Post-Harvest: Storage Moisture vs Market Moisture

Ultimately, drying and storing sunflowers is a balancing act.
Something to consider with sunflowers is that storage moisture content doesn’t necessarily correspond to the market moisture content. “The sunflower trade has been marketed based on a 10 percent moisture content as being the standard,” Hellevang says.

Confection and non-oil seeds can be stored short term at 10 percent moisture content, but going into warmer-season, or long-term, storage Hellevang encourages growers to dry grain just below that value, to somewhere between nine and 10 percent moisture content.

Oilseeds must be at eight percent moisture or a little lower, he says. However, in some cases, the moisture content needs to be even lower.

“The eight percent is associated with a 40 percent oil content of the seed. Now, we’re seeing oil contents closer to 45 percent, which is good from a marketing and oil production standpoint, but it also means the storage moisture content needs to be lower— somewhere between seven and eight percent,” says Hellevang.

Another, often overlooked, aspect of storage management is for growers to cover the fan or air duct when not in use. If the fan or air duct is left uncovered, when wind blows and hits that opening, the grain will be ventilated and warmed, much like running the aeration system.

Also, if either fan or air duct is left uncovered, a natural chimney effect is produced. “Both the blowing wind and this natural chimney effect will warm the grain in storage, which makes the grain more susceptible to insect infestations. Or if we’re marginal on moisture content, and a little on the damp side, it increases the potential for mold growth as well,” says Hellevang.

Managing grain in storage, especially as bins keep getting larger, can be challenging. Grain monitoring systems can help growers stay on top of moisture management, storage temperatures and grain conditioning.

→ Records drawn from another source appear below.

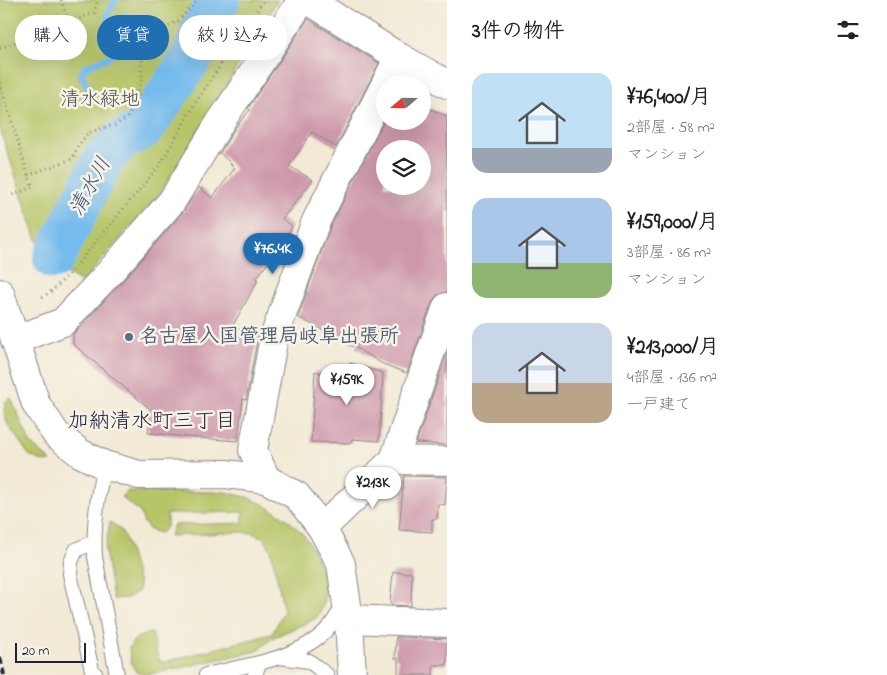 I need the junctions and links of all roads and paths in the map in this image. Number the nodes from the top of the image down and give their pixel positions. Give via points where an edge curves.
1 (61, 0) edge
2 (98, 0) edge
3 (197, 0) edge
4 (264, 0) edge
5 (302, 0) edge
6 (308, 0) edge
7 (66, 15) edge
8 (87, 16) edge
9 (15, 43) edge
10 (0, 48) edge
11 (399, 57) junction
12 (0, 84) edge
13 (447, 84) edge
14 (28, 175) junction
15 (10, 196) dead end
16 (0, 293) edge
17 (42, 297) dead end
18 (447, 307) edge
19 (15, 340) junction
20 (394, 460) junction
21 (447, 461) edge
22 (104, 465) junction
23 (266, 479) junction
24 (322, 528) junction
25 (94, 542) junction
26 (348, 610) junction
27 (447, 624) edge
28 (280, 657) junction
29 (257, 669) edge
30 (96, 675) edge
31 (117, 675) edge
32 (206, 675) edge
33 (327, 675) edge
34 (352, 675) edge

1 - 7 path
2 - 8 path via 94,13
3 - 14 path via 146,50 140,64 142,77 137,101 127,118 88,133 72,159
4 - 17 path via 194,106 160,165 69,274
5 - 19 street via 172,201 62,322
6 - 11 street
9 - 10 path
11 - 13 street
11 - 23 street via 316,221 274,337 253,450
12 - 14 path
14 - 15 path via 33,187
16 - 19 street
18 - 20 street
19 - 22 street via 36,404 56,434 80,453
20 - 21 street
20 - 24 street
22 - 23 street via 139,475 226,474
22 - 25 lane via 96,502
23 - 24 street via 297,496
24 - 26 street via 341,564
25 - 30 lane via 76,550 70,574 92,670
25 - 31 lane
26 - 27 street
26 - 28 lane via 313,641
26 - 34 street
28 - 29 lane
28 - 33 lane via 309,661
29 - 32 lane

Grain monitoring systems also offer growers many conveniences. From the combine or pickup cab, growers can monitor bin status on smart phones or computers, remotely shut fans on and off, change storage parameters, and a host of other storage functions.

Hellevang says grain monitoring systems are wonderful tools for growers; however, bins still need to be physically checked, he says. “It doesn’t eliminate the need for storage managers to be observing the bin: to use their sense of smell to try to determine if there’s off odors, or look for indications of condensation and other problems that might be showing up.”

In general, Hellevang recommends growers conduct a thorough evaluation of stored grain conditions every couple of weeks when outside temperatures are warm. In the winter months, stored grain should be checked every two to four weeks, he says.

“We get paid on how many pounds we deliver, whether it’s oil or confection seeds. The goal is to have it dry enough to store, but not too dry so that we start losing value in what we’re delivering to market,” says Hellevang.